■ **What is needed**
Print the records exactly as they are written.

Items from a dataset:
+---+

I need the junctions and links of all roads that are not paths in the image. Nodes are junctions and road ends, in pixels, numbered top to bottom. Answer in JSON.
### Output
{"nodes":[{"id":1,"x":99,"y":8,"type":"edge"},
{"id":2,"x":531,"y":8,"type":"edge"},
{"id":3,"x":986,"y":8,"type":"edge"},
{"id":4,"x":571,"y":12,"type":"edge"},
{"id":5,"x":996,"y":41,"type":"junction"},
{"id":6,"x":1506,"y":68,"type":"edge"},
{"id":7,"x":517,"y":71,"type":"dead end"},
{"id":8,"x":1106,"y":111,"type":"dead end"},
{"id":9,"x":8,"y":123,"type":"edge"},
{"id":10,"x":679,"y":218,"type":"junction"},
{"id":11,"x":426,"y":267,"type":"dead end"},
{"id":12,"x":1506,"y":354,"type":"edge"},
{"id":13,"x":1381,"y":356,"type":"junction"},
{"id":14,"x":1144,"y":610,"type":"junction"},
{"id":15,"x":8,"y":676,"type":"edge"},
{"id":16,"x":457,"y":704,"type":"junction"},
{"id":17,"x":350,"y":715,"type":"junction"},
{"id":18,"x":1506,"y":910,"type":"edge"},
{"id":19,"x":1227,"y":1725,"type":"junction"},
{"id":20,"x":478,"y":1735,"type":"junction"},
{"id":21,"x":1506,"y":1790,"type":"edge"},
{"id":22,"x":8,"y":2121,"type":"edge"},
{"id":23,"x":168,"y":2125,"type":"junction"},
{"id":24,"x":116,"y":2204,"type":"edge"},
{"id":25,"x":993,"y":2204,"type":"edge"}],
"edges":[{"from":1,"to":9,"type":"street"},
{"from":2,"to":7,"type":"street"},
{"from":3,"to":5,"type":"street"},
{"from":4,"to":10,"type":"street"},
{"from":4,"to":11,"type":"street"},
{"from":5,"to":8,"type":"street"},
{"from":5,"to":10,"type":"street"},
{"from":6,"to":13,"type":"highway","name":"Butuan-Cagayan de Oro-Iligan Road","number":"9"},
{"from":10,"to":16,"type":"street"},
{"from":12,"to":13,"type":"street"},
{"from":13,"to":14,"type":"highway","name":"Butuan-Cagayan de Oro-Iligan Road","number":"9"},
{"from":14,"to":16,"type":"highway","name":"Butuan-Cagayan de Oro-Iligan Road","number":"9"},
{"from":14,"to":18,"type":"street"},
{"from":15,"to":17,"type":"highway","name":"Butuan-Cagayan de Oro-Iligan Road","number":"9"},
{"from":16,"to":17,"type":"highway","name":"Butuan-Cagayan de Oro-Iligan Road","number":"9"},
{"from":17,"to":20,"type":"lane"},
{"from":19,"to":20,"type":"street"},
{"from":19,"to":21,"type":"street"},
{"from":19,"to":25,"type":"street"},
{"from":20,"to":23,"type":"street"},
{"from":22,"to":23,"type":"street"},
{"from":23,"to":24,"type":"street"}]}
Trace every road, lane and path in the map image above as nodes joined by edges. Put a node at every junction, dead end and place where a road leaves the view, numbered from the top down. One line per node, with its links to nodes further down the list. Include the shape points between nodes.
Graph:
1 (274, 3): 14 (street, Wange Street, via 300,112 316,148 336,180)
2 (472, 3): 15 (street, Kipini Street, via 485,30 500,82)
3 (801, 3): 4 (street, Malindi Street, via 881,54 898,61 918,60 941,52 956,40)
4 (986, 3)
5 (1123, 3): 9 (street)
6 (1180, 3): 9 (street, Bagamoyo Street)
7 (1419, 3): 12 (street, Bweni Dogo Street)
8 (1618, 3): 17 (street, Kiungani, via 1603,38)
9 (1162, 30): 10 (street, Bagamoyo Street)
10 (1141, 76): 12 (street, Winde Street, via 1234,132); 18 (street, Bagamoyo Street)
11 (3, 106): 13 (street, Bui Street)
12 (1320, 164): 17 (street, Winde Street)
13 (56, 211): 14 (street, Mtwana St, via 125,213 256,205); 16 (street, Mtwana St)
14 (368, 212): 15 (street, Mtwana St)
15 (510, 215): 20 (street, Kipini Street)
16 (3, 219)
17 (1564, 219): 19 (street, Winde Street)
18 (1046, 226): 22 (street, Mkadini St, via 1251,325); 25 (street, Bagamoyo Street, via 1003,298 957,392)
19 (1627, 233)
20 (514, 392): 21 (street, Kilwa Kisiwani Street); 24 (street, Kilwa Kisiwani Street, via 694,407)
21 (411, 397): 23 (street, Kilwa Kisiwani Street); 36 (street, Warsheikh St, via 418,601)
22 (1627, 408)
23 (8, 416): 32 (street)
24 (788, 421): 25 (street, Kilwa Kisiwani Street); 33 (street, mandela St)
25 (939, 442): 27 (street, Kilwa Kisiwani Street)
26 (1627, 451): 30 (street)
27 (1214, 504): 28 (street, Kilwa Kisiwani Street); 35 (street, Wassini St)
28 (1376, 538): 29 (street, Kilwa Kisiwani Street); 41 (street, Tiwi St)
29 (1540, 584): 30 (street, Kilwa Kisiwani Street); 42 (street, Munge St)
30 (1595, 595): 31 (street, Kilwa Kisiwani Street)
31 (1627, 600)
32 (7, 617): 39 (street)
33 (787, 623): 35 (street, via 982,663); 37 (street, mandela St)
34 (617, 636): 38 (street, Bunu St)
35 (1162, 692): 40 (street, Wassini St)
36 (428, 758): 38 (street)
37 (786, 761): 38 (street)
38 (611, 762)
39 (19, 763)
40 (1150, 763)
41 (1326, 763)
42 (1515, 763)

+---+

■ **Output for this exercise**
I need the junctions and links of all roads that are not paths in the image. Nodes are junctions and road ends, in pixels, numbered top to bottom. Answer in JSON.
### Output
{"nodes":[{"id":1,"x":99,"y":8,"type":"edge"},
{"id":2,"x":531,"y":8,"type":"edge"},
{"id":3,"x":986,"y":8,"type":"edge"},
{"id":4,"x":571,"y":12,"type":"edge"},
{"id":5,"x":996,"y":41,"type":"junction"},
{"id":6,"x":1506,"y":68,"type":"edge"},
{"id":7,"x":517,"y":71,"type":"dead end"},
{"id":8,"x":1106,"y":111,"type":"dead end"},
{"id":9,"x":8,"y":123,"type":"edge"},
{"id":10,"x":679,"y":218,"type":"junction"},
{"id":11,"x":426,"y":267,"type":"dead end"},
{"id":12,"x":1506,"y":354,"type":"edge"},
{"id":13,"x":1381,"y":356,"type":"junction"},
{"id":14,"x":1144,"y":610,"type":"junction"},
{"id":15,"x":8,"y":676,"type":"edge"},
{"id":16,"x":457,"y":704,"type":"junction"},
{"id":17,"x":350,"y":715,"type":"junction"},
{"id":18,"x":1506,"y":910,"type":"edge"},
{"id":19,"x":1227,"y":1725,"type":"junction"},
{"id":20,"x":478,"y":1735,"type":"junction"},
{"id":21,"x":1506,"y":1790,"type":"edge"},
{"id":22,"x":8,"y":2121,"type":"edge"},
{"id":23,"x":168,"y":2125,"type":"junction"},
{"id":24,"x":116,"y":2204,"type":"edge"},
{"id":25,"x":993,"y":2204,"type":"edge"}],
"edges":[{"from":1,"to":9,"type":"street"},
{"from":2,"to":7,"type":"street"},
{"from":3,"to":5,"type":"street"},
{"from":4,"to":10,"type":"street"},
{"from":4,"to":11,"type":"street"},
{"from":5,"to":8,"type":"street"},
{"from":5,"to":10,"type":"street"},
{"from":6,"to":13,"type":"highway","name":"Butuan-Cagayan de Oro-Iligan Road","number":"9"},
{"from":10,"to":16,"type":"street"},
{"from":12,"to":13,"type":"street"},
{"from":13,"to":14,"type":"highway","name":"Butuan-Cagayan de Oro-Iligan Road","number":"9"},
{"from":14,"to":16,"type":"highway","name":"Butuan-Cagayan de Oro-Iligan Road","number":"9"},
{"from":14,"to":18,"type":"street"},
{"from":15,"to":17,"type":"highway","name":"Butuan-Cagayan de Oro-Iligan Road","number":"9"},
{"from":16,"to":17,"type":"highway","name":"Butuan-Cagayan de Oro-Iligan Road","number":"9"},
{"from":17,"to":20,"type":"lane"},
{"from":19,"to":20,"type":"street"},
{"from":19,"to":21,"type":"street"},
{"from":19,"to":25,"type":"street"},
{"from":20,"to":23,"type":"street"},
{"from":22,"to":23,"type":"street"},
{"from":23,"to":24,"type":"street"}]}
Trace every road, lane and path in the map image above as nodes joined by edges. Put a node at every junction, dead end and place where a road leaves the view, numbered from the top down. One line per node, with its links to nodes further down the list. Include the shape points between nodes.
Graph:
1 (274, 3): 14 (street, Wange Street, via 300,112 316,148 336,180)
2 (472, 3): 15 (street, Kipini Street, via 485,30 500,82)
3 (801, 3): 4 (street, Malindi Street, via 881,54 898,61 918,60 941,52 956,40)
4 (986, 3)
5 (1123, 3): 9 (street)
6 (1180, 3): 9 (street, Bagamoyo Street)
7 (1419, 3): 12 (street, Bweni Dogo Street)
8 (1618, 3): 17 (street, Kiungani, via 1603,38)
9 (1162, 30): 10 (street, Bagamoyo Street)
10 (1141, 76): 12 (street, Winde Street, via 1234,132); 18 (street, Bagamoyo Street)
11 (3, 106): 13 (street, Bui Street)
12 (1320, 164): 17 (street, Winde Street)
13 (56, 211): 14 (street, Mtwana St, via 125,213 256,205); 16 (street, Mtwana St)
14 (368, 212): 15 (street, Mtwana St)
15 (510, 215): 20 (street, Kipini Street)
16 (3, 219)
17 (1564, 219): 19 (street, Winde Street)
18 (1046, 226): 22 (street, Mkadini St, via 1251,325); 25 (street, Bagamoyo Street, via 1003,298 957,392)
19 (1627, 233)
20 (514, 392): 21 (street, Kilwa Kisiwani Street); 24 (street, Kilwa Kisiwani Street, via 694,407)
21 (411, 397): 23 (street, Kilwa Kisiwani Street); 36 (street, Warsheikh St, via 418,601)
22 (1627, 408)
23 (8, 416): 32 (street)
24 (788, 421): 25 (street, Kilwa Kisiwani Street); 33 (street, mandela St)
25 (939, 442): 27 (street, Kilwa Kisiwani Street)
26 (1627, 451): 30 (street)
27 (1214, 504): 28 (street, Kilwa Kisiwani Street); 35 (street, Wassini St)
28 (1376, 538): 29 (street, Kilwa Kisiwani Street); 41 (street, Tiwi St)
29 (1540, 584): 30 (street, Kilwa Kisiwani Street); 42 (street, Munge St)
30 (1595, 595): 31 (street, Kilwa Kisiwani Street)
31 (1627, 600)
32 (7, 617): 39 (street)
33 (787, 623): 35 (street, via 982,663); 37 (street, mandela St)
34 (617, 636): 38 (street, Bunu St)
35 (1162, 692): 40 (street, Wassini St)
36 (428, 758): 38 (street)
37 (786, 761): 38 (street)
38 (611, 762)
39 (19, 763)
40 (1150, 763)
41 (1326, 763)
42 (1515, 763)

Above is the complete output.